Limited data on infectious disease distribution exposes ambiguity in epidemic modeling choices (2401.15190v1)

Abstract: Traditional disease transmission models assume that the infectious period is exponentially distributed with a recovery rate fixed in time and across individuals. This assumption provides analytical and computational advantages, however it is often unrealistic. Efforts in modeling non-exponentially distributed infectious periods are either limited to special cases or lead to unsolvable models. Also, the link between empirical data (infectious period distribution) and the modeling needs (corresponding recovery rates) lacks a clear understanding. Here we introduce a mapping of an arbitrary distribution of infectious periods into a distribution of recovery rates. We show that the same infectious period distribution at the population level can be reproduced by two modeling schemes -- host-based and population-based -- depending on the individual response to the infection, and aggregated empirical data cannot easily discriminate the correct scheme.

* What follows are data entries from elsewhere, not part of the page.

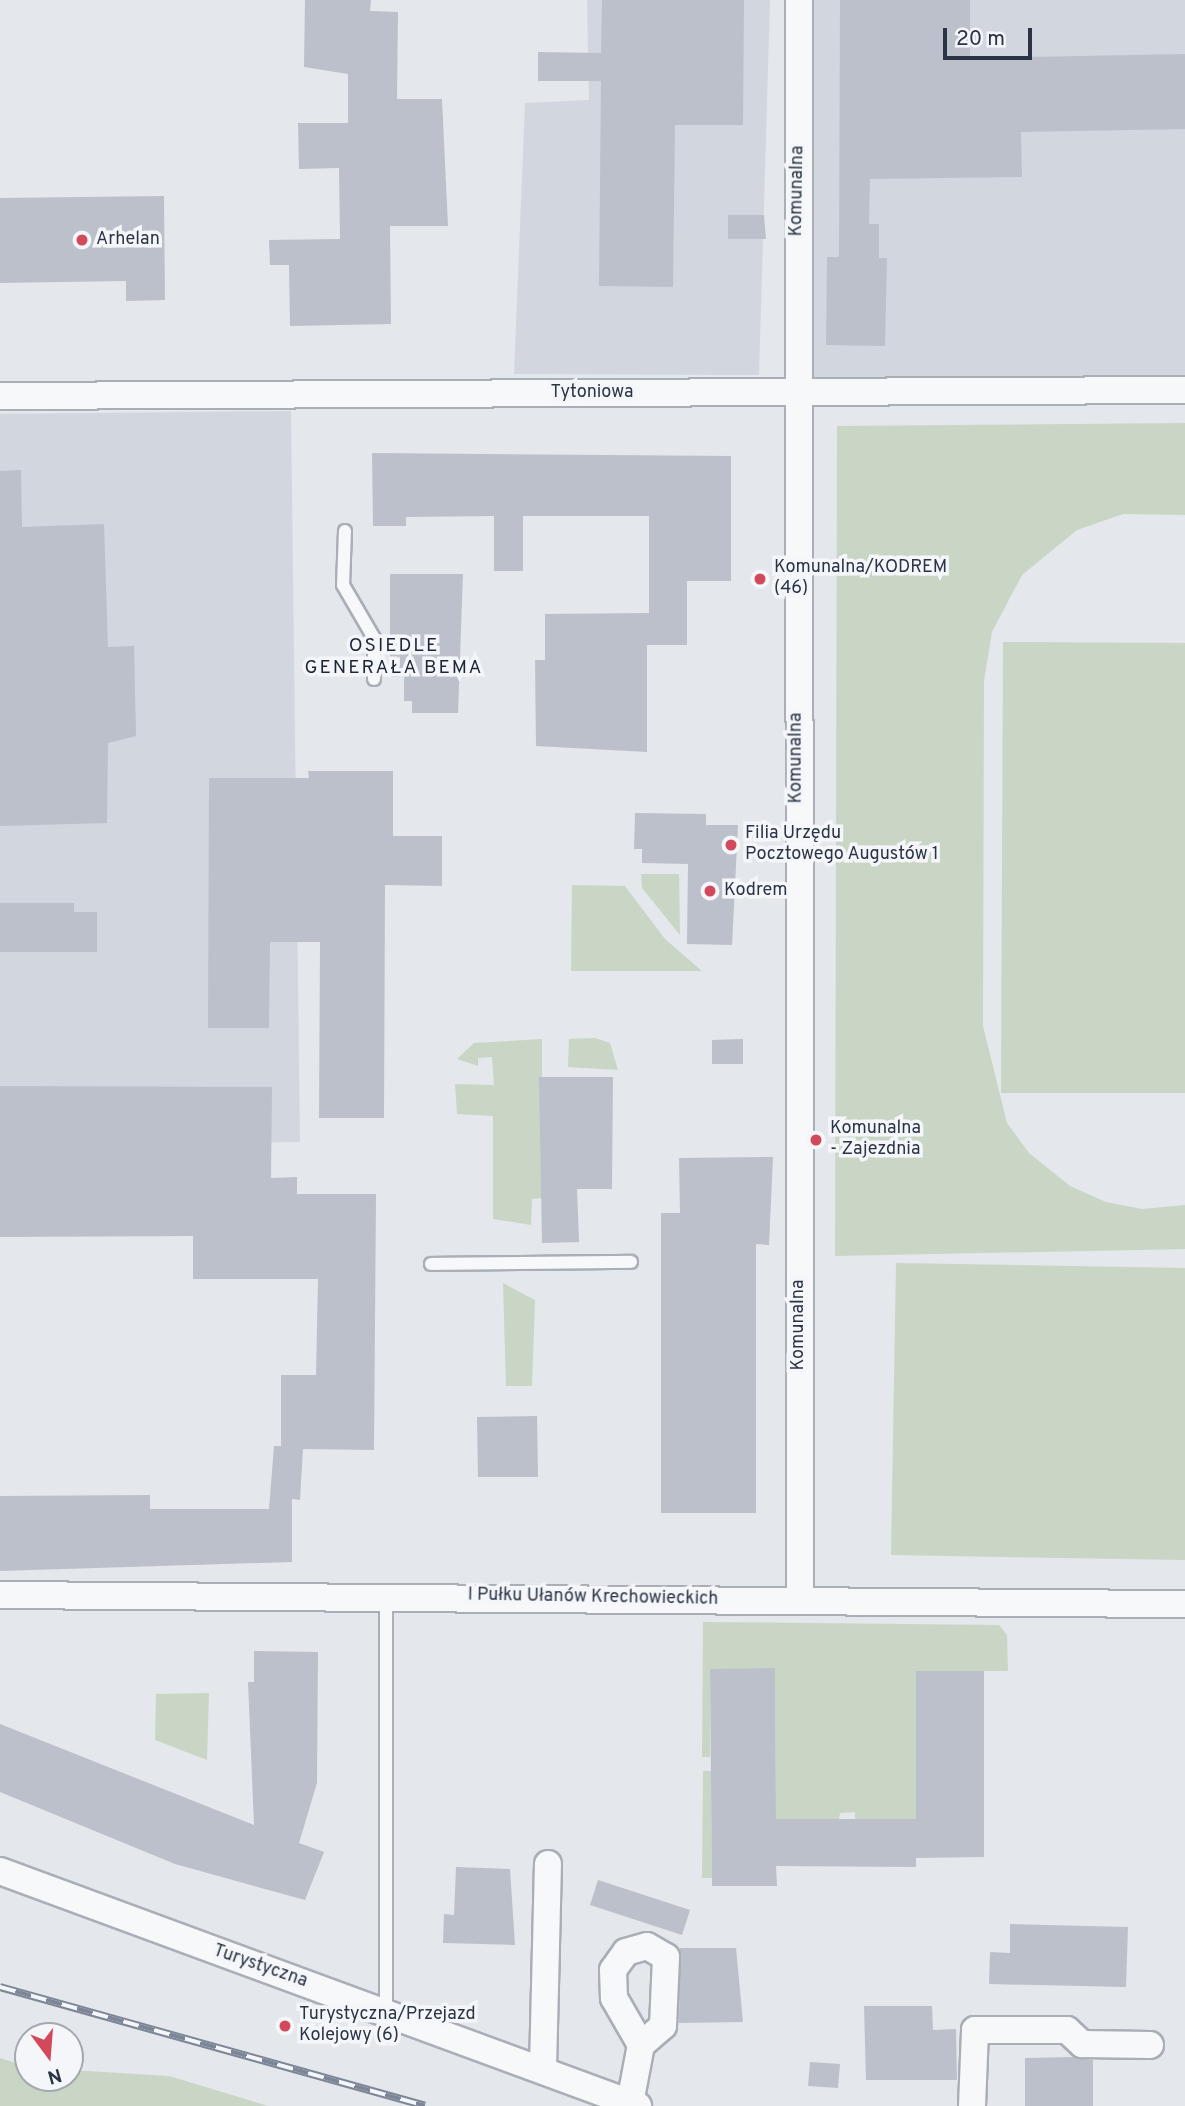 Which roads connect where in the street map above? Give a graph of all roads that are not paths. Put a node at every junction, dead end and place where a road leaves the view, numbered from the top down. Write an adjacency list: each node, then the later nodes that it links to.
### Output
1 (799, 0): 3 (street, Komunalna)
2 (1185, 390): 3 (street, Tytoniowa)
3 (796, 392): 4 (street, Tytoniowa); 11 (street, Komunalna)
4 (0, 396)
5 (345, 531): 6 (lane)
6 (374, 679)
7 (631, 1262): 8 (lane)
8 (430, 1264)
9 (0, 1595): 10 (street, I Pułku Ułanów Krechowieckich)
10 (386, 1596): 11 (street, I Pułku Ułanów Krechowieckich); 15 (lane)
11 (800, 1600): 12 (street, I Pułku Ułanów Krechowieckich)
12 (1185, 1604)
13 (548, 1864): 18 (street)
14 (0, 1871): 15 (street, Turystyczna)
15 (386, 2012): 18 (street, Turystyczna)
16 (641, 2045): 19 (street)
17 (1150, 2045): 20 (street)
18 (543, 2068): 19 (street, Turystyczna)
19 (634, 2104)
20 (972, 2106) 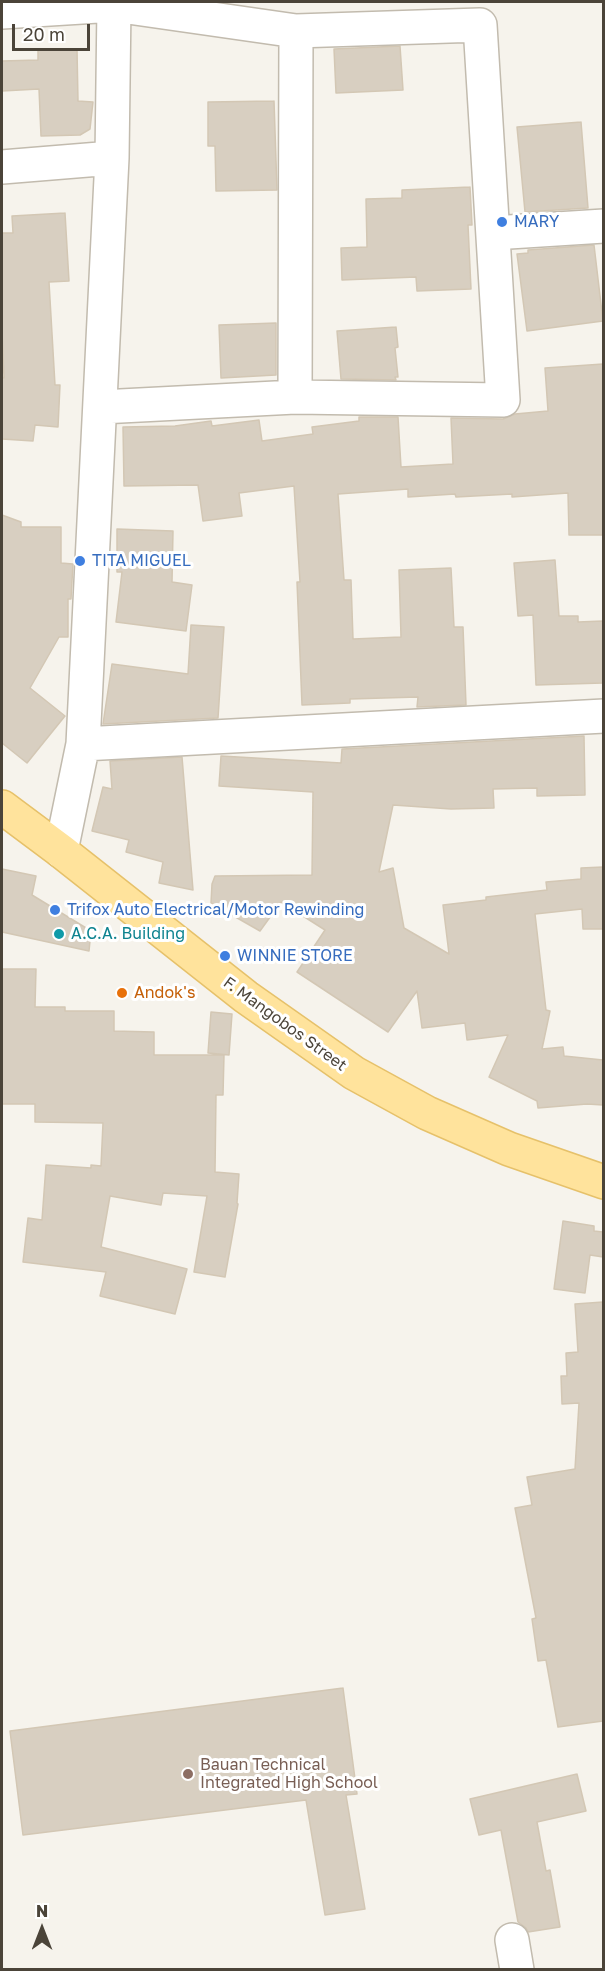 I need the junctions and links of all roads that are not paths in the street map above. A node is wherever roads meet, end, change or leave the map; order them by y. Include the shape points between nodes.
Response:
1 (114, 5) junction
2 (2, 12) edge
3 (296, 31) junction
4 (112, 158) junction
5 (2, 167) edge
6 (603, 226) edge
7 (493, 232) junction
8 (295, 397) junction
9 (101, 407) junction
10 (603, 716) edge
11 (83, 744) junction
12 (2, 807) edge
13 (61, 851) junction
14 (603, 1182) edge

1 - 2 street
1 - 3 street
1 - 4 street
3 - 7 street via 480,25
3 - 8 street
4 - 5 street
4 - 9 street
6 - 7 street
7 - 8 street via 503,400
8 - 9 street
9 - 11 street
10 - 11 street
11 - 13 street
12 - 13 main road, F. Mangobos Street
13 - 14 main road, F. Mangobos Street via 246,997 354,1073 427,1113 509,1149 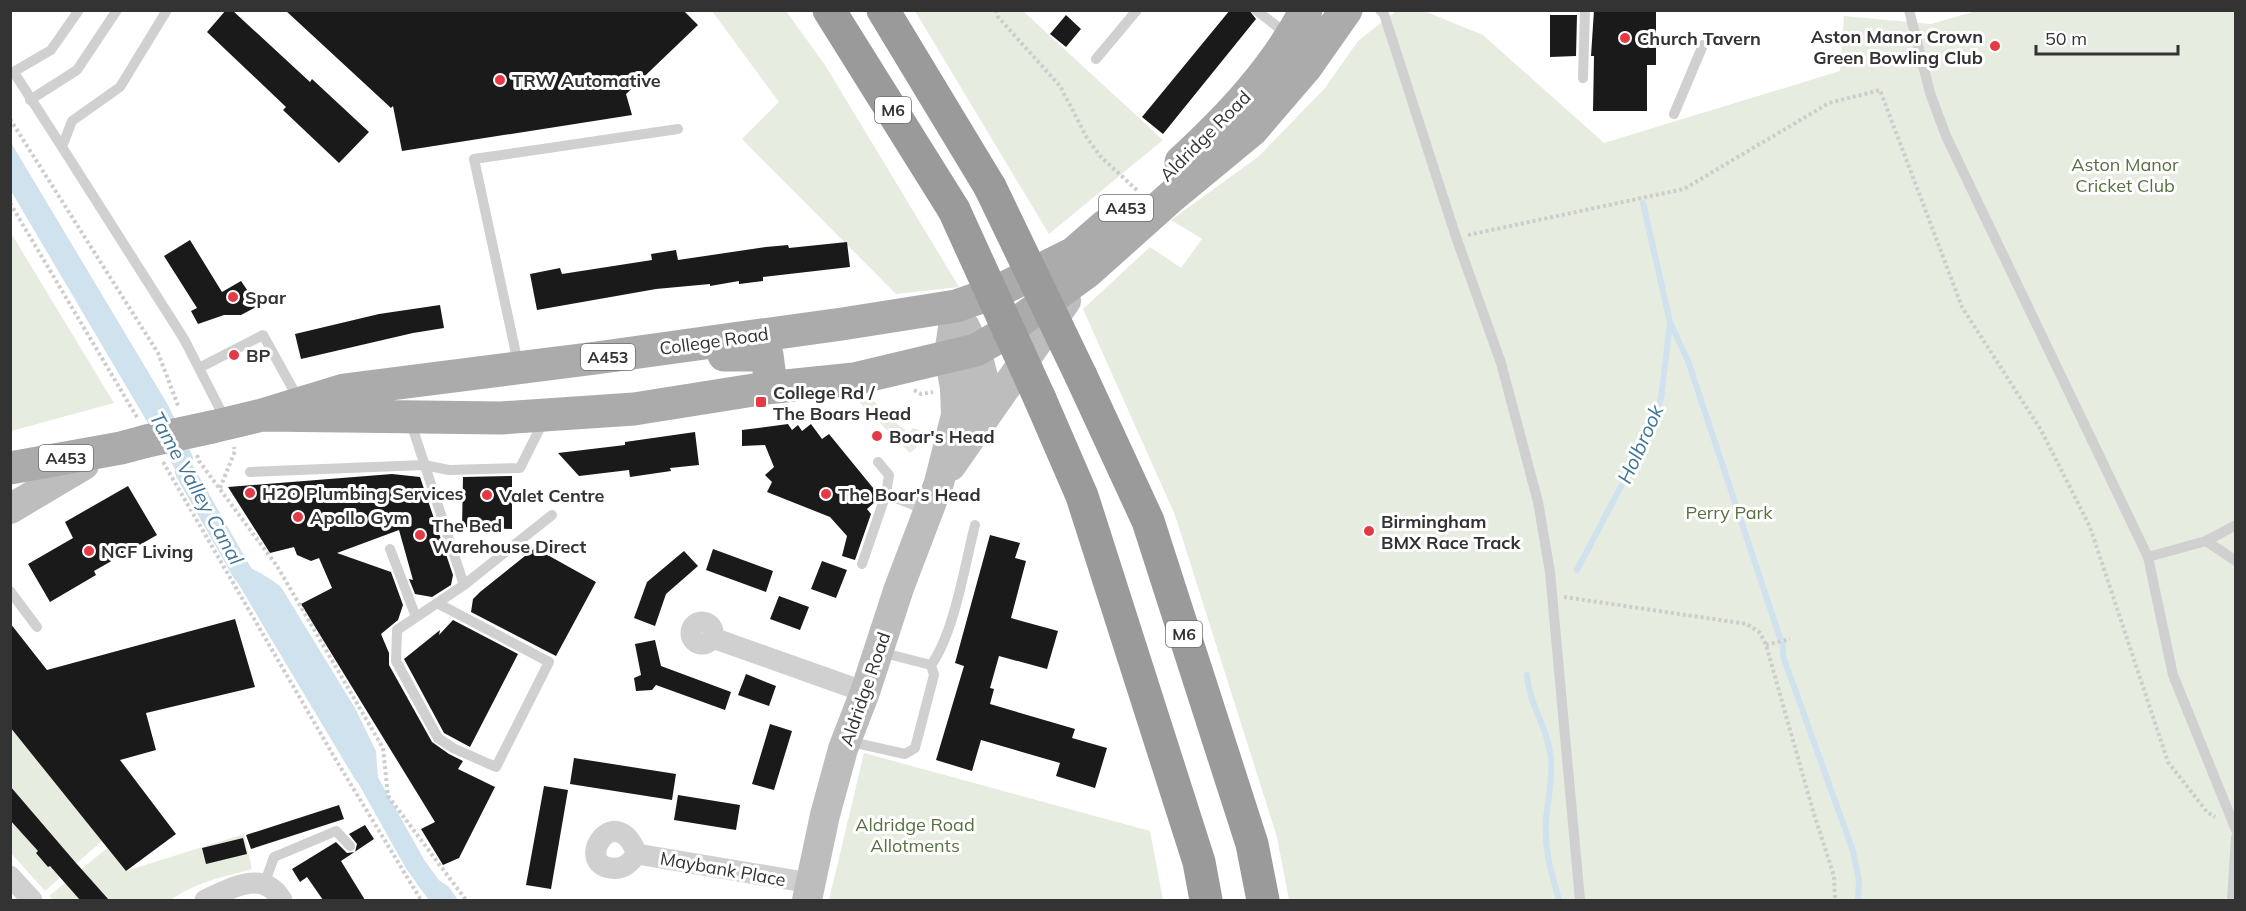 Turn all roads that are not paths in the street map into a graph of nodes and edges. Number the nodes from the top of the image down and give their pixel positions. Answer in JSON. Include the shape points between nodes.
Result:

Besides being conceptually different, the two schemes also lead to different epidemic trajectories. Although sharing the same behavior close to the disease-free equilibrium, the host-based scheme deviates from the expected epidemic when reaching the endemic equilibrium of an SIS transmission model, while the population-based scheme turns out to be equivalent to assuming a homogeneous recovery rate. We show this through analytical computations and stochastic epidemic simulations on a contact network, using both generative network models and empirical contact data. It is therefore possible to reproduce heterogeneous infectious periods in network-based transmission models, however the resulting prevalence is sensitive to the modeling choice for the interpretation of the empirically collected data on infection duration. In absence of higher resolution data, studies should acknowledge such deviations in the epidemic predictions.